▶ _Task brief_
Would you print all of the entries exactly, please, but without their pictures?

####

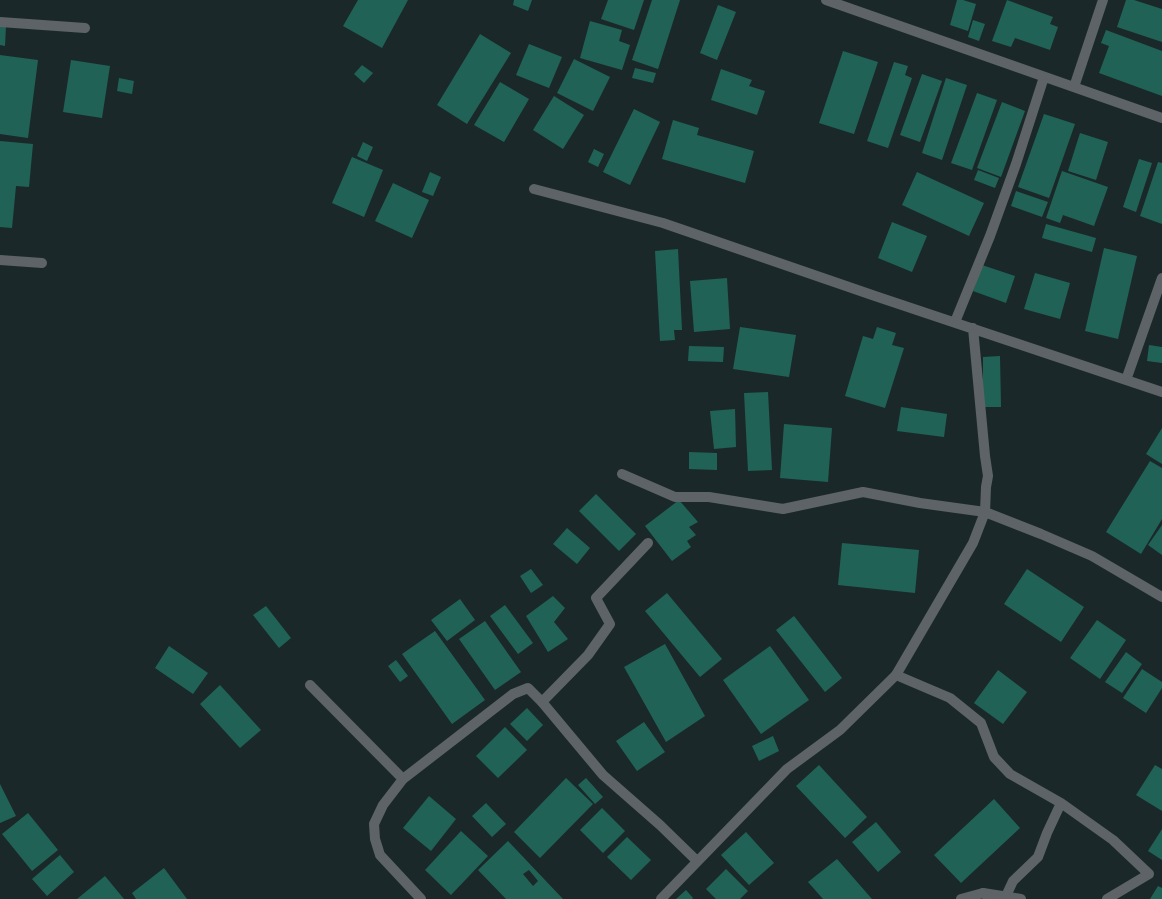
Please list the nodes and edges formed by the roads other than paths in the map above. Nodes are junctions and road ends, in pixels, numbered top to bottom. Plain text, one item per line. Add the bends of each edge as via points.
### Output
1 (826, 0) edge
2 (1103, 0) edge
3 (0, 22) edge
4 (85, 28) dead end
5 (1044, 77) junction
6 (1074, 87) junction
7 (1162, 118) edge
8 (534, 189) dead end
9 (0, 260) edge
10 (42, 263) dead end
11 (1162, 278) edge
12 (954, 322) junction
13 (974, 328) junction
14 (1126, 380) junction
15 (1162, 392) edge
16 (622, 474) dead end
17 (985, 512) junction
18 (648, 543) dead end
19 (1162, 597) edge
20 (896, 675) junction
21 (310, 686) dead end
22 (542, 702) junction
23 (403, 779) junction
24 (1060, 803) junction
25 (697, 861) junction
26 (983, 893) junction
27 (1006, 896) junction
28 (421, 899) edge
29 (661, 899) edge
30 (961, 899) edge
31 (991, 899) edge
32 (1021, 899) edge
33 (1107, 899) edge

1 - 5 street
2 - 6 street
3 - 4 street
5 - 6 street
5 - 12 street via 990,236
6 - 7 street
8 - 12 street via 663,223
9 - 10 street
11 - 14 street
12 - 13 street
13 - 14 street
13 - 17 street via 988,476
14 - 15 street
16 - 17 street via 675,497 709,497 783,509 863,492
17 - 19 street via 1092,556
17 - 20 street via 973,543
18 - 22 street via 596,598 610,624 588,655
20 - 24 street via 950,698 981,723 994,757 1010,774
20 - 25 street via 840,730 787,769
21 - 23 street
22 - 23 street via 528,688 513,694
22 - 25 street via 602,775
23 - 28 street via 383,805 374,824 375,839 380,854
24 - 27 street via 1038,857 1013,881
24 - 33 street via 1113,840 1149,874
25 - 29 street
26 - 27 street
26 - 30 street
26 - 31 street
27 - 32 street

####

▶ _Answer to the exercise_
Please list the nodes and edges formed by the roads other than paths in the map above. Nodes are junctions and road ends, in pixels, numbered top to bottom. Plain text, one item per line. Add the bends of each edge as via points.
### Output
1 (826, 0) edge
2 (1103, 0) edge
3 (0, 22) edge
4 (85, 28) dead end
5 (1044, 77) junction
6 (1074, 87) junction
7 (1162, 118) edge
8 (534, 189) dead end
9 (0, 260) edge
10 (42, 263) dead end
11 (1162, 278) edge
12 (954, 322) junction
13 (974, 328) junction
14 (1126, 380) junction
15 (1162, 392) edge
16 (622, 474) dead end
17 (985, 512) junction
18 (648, 543) dead end
19 (1162, 597) edge
20 (896, 675) junction
21 (310, 686) dead end
22 (542, 702) junction
23 (403, 779) junction
24 (1060, 803) junction
25 (697, 861) junction
26 (983, 893) junction
27 (1006, 896) junction
28 (421, 899) edge
29 (661, 899) edge
30 (961, 899) edge
31 (991, 899) edge
32 (1021, 899) edge
33 (1107, 899) edge

1 - 5 street
2 - 6 street
3 - 4 street
5 - 6 street
5 - 12 street via 990,236
6 - 7 street
8 - 12 street via 663,223
9 - 10 street
11 - 14 street
12 - 13 street
13 - 14 street
13 - 17 street via 988,476
14 - 15 street
16 - 17 street via 675,497 709,497 783,509 863,492
17 - 19 street via 1092,556
17 - 20 street via 973,543
18 - 22 street via 596,598 610,624 588,655
20 - 24 street via 950,698 981,723 994,757 1010,774
20 - 25 street via 840,730 787,769
21 - 23 street
22 - 23 street via 528,688 513,694
22 - 25 street via 602,775
23 - 28 street via 383,805 374,824 375,839 380,854
24 - 27 street via 1038,857 1013,881
24 - 33 street via 1113,840 1149,874
25 - 29 street
26 - 27 street
26 - 30 street
26 - 31 street
27 - 32 street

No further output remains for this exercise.